About halfway into my first month, I reached out to a trusted legal recruiter who has always been very generous with advice to ask if he would connect me with anyone that could help me navigate my new role. He put me in touch with two experienced general counsel who gave me the following pieces of sage advice:
- The legal team operates within the context of, and exists to service, the broader organization. The processes it adopts need to integrate smoothly with the way other business units operate.
- A good in-house legal team understands an organization's business goals and provides legal advice that balances legal risk with commercial progress. Failing to do so will gain the legal department a reputation as a necessary evil rather than a trusted partner and advisor. (I personally believe this holds true for law firm attorneys as well).
- As a cost center, in-house legal teams often have limited budgets for new hires and tools, which makes efficiency critical to sustainable long-term success.
- The burden of effective contract management and record keeping falls on the legal team. Business units focus on their core competencies and will often neglect to follow procedures for executing and filing documents set by the legal team.
Aside from these pieces of advice, one of the general counsel I spoke with also referred me to an industry group comprising general counsel of technology companies and venture funds. The ability to tap the collective wisdom of that group helped me on more than one occasion.
Streamlining Legal Operations
When I started my new role, the team I joined was already using Slack, GSuite, and Trello to manage all of their workflows and operations.
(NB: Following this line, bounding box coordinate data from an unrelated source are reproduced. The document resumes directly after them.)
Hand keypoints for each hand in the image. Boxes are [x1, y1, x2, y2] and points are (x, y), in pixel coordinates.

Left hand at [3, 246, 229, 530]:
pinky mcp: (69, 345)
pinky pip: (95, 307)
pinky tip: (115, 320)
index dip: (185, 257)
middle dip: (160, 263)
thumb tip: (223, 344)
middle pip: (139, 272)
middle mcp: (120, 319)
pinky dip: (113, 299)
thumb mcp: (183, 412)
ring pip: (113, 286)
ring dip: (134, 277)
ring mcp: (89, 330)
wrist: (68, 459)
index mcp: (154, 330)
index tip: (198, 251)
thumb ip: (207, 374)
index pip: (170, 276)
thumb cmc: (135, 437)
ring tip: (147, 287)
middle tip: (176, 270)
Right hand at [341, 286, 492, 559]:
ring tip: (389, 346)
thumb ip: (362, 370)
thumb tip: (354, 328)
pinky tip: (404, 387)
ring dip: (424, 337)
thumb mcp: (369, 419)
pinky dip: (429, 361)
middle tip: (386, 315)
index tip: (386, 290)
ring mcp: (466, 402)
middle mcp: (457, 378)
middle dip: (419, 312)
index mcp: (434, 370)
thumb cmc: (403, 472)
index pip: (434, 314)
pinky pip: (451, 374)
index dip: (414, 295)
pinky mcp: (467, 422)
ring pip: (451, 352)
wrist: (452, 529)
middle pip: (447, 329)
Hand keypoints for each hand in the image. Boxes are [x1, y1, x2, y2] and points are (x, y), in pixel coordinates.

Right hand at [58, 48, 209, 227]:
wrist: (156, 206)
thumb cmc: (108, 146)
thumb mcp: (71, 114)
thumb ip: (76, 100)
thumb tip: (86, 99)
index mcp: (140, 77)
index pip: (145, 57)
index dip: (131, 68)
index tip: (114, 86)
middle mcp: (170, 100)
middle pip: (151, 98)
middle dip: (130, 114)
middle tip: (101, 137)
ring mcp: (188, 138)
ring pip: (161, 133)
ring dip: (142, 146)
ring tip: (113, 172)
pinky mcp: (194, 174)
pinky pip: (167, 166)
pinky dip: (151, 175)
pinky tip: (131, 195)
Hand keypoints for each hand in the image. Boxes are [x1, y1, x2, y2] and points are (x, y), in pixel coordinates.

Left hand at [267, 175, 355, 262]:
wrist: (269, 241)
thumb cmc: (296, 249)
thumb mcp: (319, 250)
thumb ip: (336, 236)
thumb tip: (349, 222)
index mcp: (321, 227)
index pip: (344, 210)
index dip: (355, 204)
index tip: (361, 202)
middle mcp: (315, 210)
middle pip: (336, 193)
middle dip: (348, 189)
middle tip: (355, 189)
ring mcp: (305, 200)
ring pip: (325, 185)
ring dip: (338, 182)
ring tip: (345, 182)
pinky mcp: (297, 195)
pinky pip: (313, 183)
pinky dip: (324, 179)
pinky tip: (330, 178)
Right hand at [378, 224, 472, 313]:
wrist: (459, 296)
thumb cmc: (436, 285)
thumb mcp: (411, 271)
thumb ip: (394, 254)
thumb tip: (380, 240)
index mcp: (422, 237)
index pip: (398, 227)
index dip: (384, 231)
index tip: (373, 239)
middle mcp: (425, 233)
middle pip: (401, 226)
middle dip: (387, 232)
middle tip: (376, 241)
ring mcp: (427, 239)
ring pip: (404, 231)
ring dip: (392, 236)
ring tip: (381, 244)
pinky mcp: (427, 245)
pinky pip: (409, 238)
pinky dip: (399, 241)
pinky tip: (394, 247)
As a person who came from a large law firm that used a combination of MS Outlook and iManage to manage all work processes, this required some adjustment.
Initially, I tried using Outlook (old habits die hard) and spent about a week doing demos with different document management systems and contract lifecycle management solutions in a feeble attempt to recreate my old processes. Before long, I realized that using Outlook on top of Gmail created more issues than it solved, and it would be an uphill (and ultimately losing) battle to get the rest of the organization to adopt any DMS or CLM I reviewed.
Instead, I heeded the advice of the general counsel I spoke with and adapted my way of doing things to the organization by taking the following steps:
- I created a series of folders in Google Drive where I stored active and final versions of each document. This served as my precedent bank.
- I developed a naming convention intended to make it easy for me and others to track the organization's contract pipeline. This was my attempt at version control.
- When I needed input from the CEO, Chief Medical Officer, or our engineering team, I would add a card to our collective Trello board, assign it to the right person, and send an email notifying them.
For the most part, my process seemed to work, though not without issues. For example:
- It was incredibly difficult to get others to use my file naming conventions, so version control was a mess.
- Finding precedent language among the many document versions I amassed wasted at least thirty minutes on each contract revision.
- Because substantive discussions regarding our agreements occurred across multiple communication channels (Slack, email, and Trello), aggregating input from various stakeholders (including outside counsel) often felt like herding cats.
In many ways, these issues—and my inability to find a simple solution to them—laid the groundwork for FeatherDocs, the company I co-founded and currently run with my technology partner, Gabe Ruttner.
All-in-all, because the organization was small, the processes I put in place made sense. Nevertheless, I never lost sight of the fact that as our team scaled I would need to find (or build) a solution to scale with it.
The transition from law firm attorney to in-house counsel can be tricky. To set yourself up for success, make sure to understand the organization's business goals and tailor your advice to them, adapt to the way other business units do things (to the extent possible) and try to streamline legal operations to make efficient use of your limited resources.